Quantitative data are expressed as the mean + the standard error of the mean (SEM). Statistical analysis was performed using ANOVA and the Student-Newman-Keuls multiple-comparison test with the Instat for Windows statistical software package (GraphPad Software, San Diego, CA). P values <0.05 were considered significant for all analyses.
Competing Interests: Caris LifeSciences Inc. provided partial salary support to Robert M. Genta with the remainder coming from his academic affiliations with UT Southwestern and the Dallas VA Medical Center. The affiliation of Dr. Genta with Caris LifeSciences Inc. does not alter the authors' adherence to all the PLoS ONE policies on sharing data and materials as detailed in the guide.
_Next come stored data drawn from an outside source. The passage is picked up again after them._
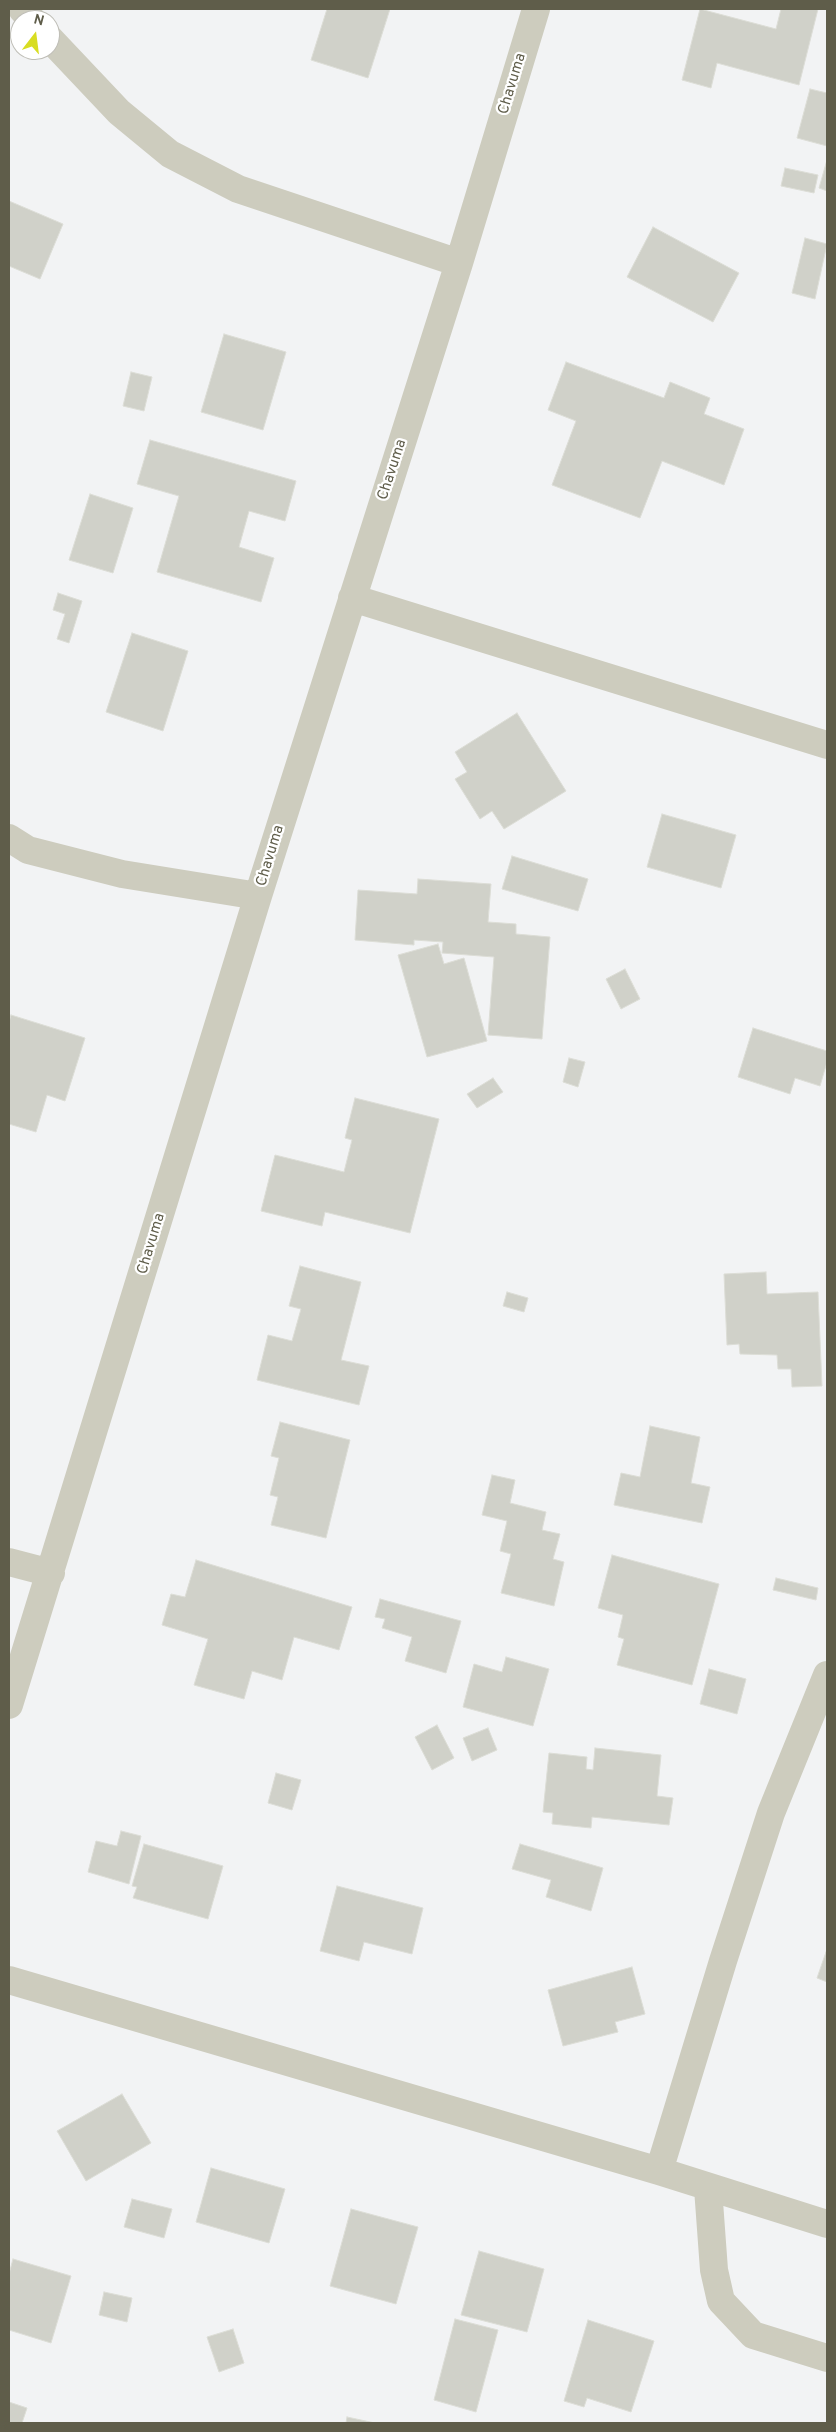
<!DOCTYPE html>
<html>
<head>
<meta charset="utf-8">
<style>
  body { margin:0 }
  #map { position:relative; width:836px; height:2432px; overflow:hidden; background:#f2f3f4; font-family:Overpass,sans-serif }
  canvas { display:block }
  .frame { position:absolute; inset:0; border:10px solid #5f5d4a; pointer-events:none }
  .north { position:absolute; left:10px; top:10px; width:50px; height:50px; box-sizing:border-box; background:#fff; border:1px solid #bfbeb7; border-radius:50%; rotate:15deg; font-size:14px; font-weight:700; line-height:20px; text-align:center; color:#5f5d4a }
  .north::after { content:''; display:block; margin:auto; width:18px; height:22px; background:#d8dd22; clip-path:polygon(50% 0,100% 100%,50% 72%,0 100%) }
</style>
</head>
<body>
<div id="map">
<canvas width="836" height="2432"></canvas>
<div class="frame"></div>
<div class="north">N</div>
</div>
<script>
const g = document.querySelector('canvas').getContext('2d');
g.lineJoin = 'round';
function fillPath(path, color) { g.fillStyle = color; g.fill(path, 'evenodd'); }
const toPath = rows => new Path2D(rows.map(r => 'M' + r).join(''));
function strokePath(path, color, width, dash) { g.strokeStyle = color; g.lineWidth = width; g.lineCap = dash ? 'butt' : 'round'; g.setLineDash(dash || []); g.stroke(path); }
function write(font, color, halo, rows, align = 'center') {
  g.font = font + ' Overpass,sans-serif'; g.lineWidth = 4.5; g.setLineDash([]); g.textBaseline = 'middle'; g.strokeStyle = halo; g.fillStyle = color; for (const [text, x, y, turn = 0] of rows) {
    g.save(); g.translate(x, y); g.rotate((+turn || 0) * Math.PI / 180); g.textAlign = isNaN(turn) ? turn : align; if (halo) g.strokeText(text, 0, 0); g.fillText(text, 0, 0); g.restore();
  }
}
const building = toPath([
  [327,9,390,9,368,78,311,60,327,9],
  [700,9,776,29,781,9,818,9,799,85,717,63,711,88,682,80,700,9],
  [810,89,827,93,827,146,797,138,810,89],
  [827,160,827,191,819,188,827,160],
  [785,168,818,175,814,193,781,186,785,168],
  [9,201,63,224,40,279,9,266,9,201],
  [653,227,739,273,713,322,627,277,653,227],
  [805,238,827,244,815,299,792,293,805,238],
  [224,334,286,352,263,430,201,412,224,334],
  [566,362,664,398,670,382,710,398,704,414,744,429,724,485,662,461,640,518,552,485,576,421,548,410,566,362],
  [131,372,152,377,144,411,123,406,131,372],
  [150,440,296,481,285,521,249,511,239,547,274,558,261,602,157,572,179,496,137,484,150,440],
  [90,494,133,508,113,573,69,560,90,494],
  [58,593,82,601,69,643,57,639,65,614,53,610,58,593],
  [132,633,188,651,163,731,106,712,132,633],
  [517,713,566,791,504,829,492,811,480,819,455,779,467,772,455,752,517,713],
  [662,814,736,835,721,888,647,867,662,814],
  [512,856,588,879,578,911,502,889,512,856],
  [418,879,491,884,488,922,516,924,516,934,550,937,542,1039,488,1035,494,957,442,953,443,942,414,940,414,945,355,940,358,890,417,894,418,879],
  [438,944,444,964,464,958,487,1041,427,1057,398,955,438,944],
  [625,969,640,999,621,1009,606,979,625,969],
  [11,1015,85,1038,65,1101,47,1095,36,1132,9,1124,9,1022,11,1015],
  [753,1028,827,1051,827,1062,820,1086,795,1078,790,1094,738,1077,753,1028],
  [569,1058,585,1062,578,1087,563,1082,569,1058],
  [493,1078,503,1092,477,1108,467,1094,493,1078],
  [355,1098,439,1119,410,1233,325,1212,322,1226,261,1211,275,1155,344,1172,352,1140,345,1138,355,1098],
  [300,1266,361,1282,341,1360,369,1366,359,1405,257,1380,268,1335,292,1341,301,1309,289,1306,300,1266],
  [766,1272,767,1294,818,1292,822,1386,792,1387,791,1369,778,1369,777,1355,740,1354,739,1344,727,1345,724,1274,766,1272],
  [507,1292,528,1298,524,1312,503,1306,507,1292],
  [280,1422,350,1440,326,1538,271,1525,278,1497,270,1495,279,1458,271,1456,280,1422],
  [650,1426,700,1437,691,1483,710,1487,702,1523,614,1505,621,1473,640,1477,650,1426],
  [492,1475,515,1480,510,1503,546,1512,542,1530,560,1534,553,1559,564,1562,554,1606,501,1593,511,1554,500,1551,507,1521,482,1515,492,1475],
  [612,1555,719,1584,692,1685,617,1665,624,1639,618,1637,623,1615,598,1608,612,1555],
  [196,1560,352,1607,339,1650,294,1637,282,1680,252,1671,244,1699,194,1685,208,1639,162,1625,171,1594,185,1597,196,1560],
  [776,1578,818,1588,816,1600,773,1590,776,1578],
  [380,1599,461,1621,446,1673,405,1661,412,1637,382,1628,385,1619,375,1617,380,1599],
  [506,1657,549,1669,533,1726,463,1707,474,1664,502,1672,506,1657],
  [709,1669,746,1679,737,1714,700,1704,709,1669],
  [437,1725,454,1758,432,1770,415,1737,437,1725],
  [488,1728,497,1750,472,1761,463,1738,488,1728],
  [595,1748,661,1755,657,1796,673,1798,669,1825,592,1817,591,1828,552,1824,553,1813,543,1812,549,1753,587,1757,586,1769,593,1770,595,1748],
  [276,1773,301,1780,292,1810,268,1803,276,1773],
  [121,1831,141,1836,129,1884,88,1872,96,1841,117,1846,121,1831],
  [144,1844,223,1866,208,1919,133,1898,137,1887,132,1886,144,1844],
  [520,1844,603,1868,591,1911,546,1897,551,1880,512,1869,520,1844],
  [337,1886,423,1908,412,1954,364,1942,359,1961,320,1951,337,1886],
  [826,1952,827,1952,827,1982,817,1978,826,1952],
  [632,1967,645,2014,615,2022,618,2032,563,2046,548,1990,632,1967],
  [122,2094,151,2143,86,2181,57,2131,122,2094],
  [211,2168,285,2189,269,2243,196,2222,211,2168],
  [132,2199,172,2209,164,2238,124,2227,132,2199],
  [351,2209,418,2227,396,2304,330,2286,351,2209],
  [479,2251,544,2269,527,2332,461,2315,479,2251],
  [13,2259,71,2276,51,2343,9,2330,9,2274,13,2259],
  [104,2292,132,2298,127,2322,99,2315,104,2292],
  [455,2319,498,2330,476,2412,434,2400,455,2319],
  [588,2320,654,2341,631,2412,587,2398,584,2407,564,2401,588,2320],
  [233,2329,244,2363,219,2372,207,2337,233,2329],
  [9,2402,27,2408,22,2423,9,2423,9,2402],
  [347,2417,375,2423,346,2423,347,2417]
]);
const minor = toPath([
  [22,9,32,20],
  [50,39,119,112,170,154,238,189,459,263],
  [352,598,827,745],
  [9,838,28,850,122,874,258,896],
  [9,1562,51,1573],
  [9,1705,258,896,459,263,536,9],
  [9,1980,659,2171,827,2224],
  [659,2171,723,1961,771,1813,827,1675],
  [708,2188,714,2270,721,2301,753,2335,827,2358]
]);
const streetNames = [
  ["Chavuma",513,84,-73],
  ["Chavuma",393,470,-72],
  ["Chavuma",271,856,-73],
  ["Chavuma",152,1244,-73]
];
fillPath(building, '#d0d1c9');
strokePath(building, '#dcddd6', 1);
strokePath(minor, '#cdccbe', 28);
write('15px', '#5f5d4a', '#fff', streetNames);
</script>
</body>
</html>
Funding: This work was supported by the Office of Medical Research, Department of Veterans Affairs (R.F.S., S.J.S.), the National Institutes of Health (R01-DK63621 to R.F.S, R01-CA134571 to R.F.S. and S.J.S.) and Caris LifeSciences Inc (R.M.G.). Caris LifeSciences Inc. provided salary support to R.M.G. The funders had no role in the study design, data collection and analysis, decision to publish, or preparation of the manuscript.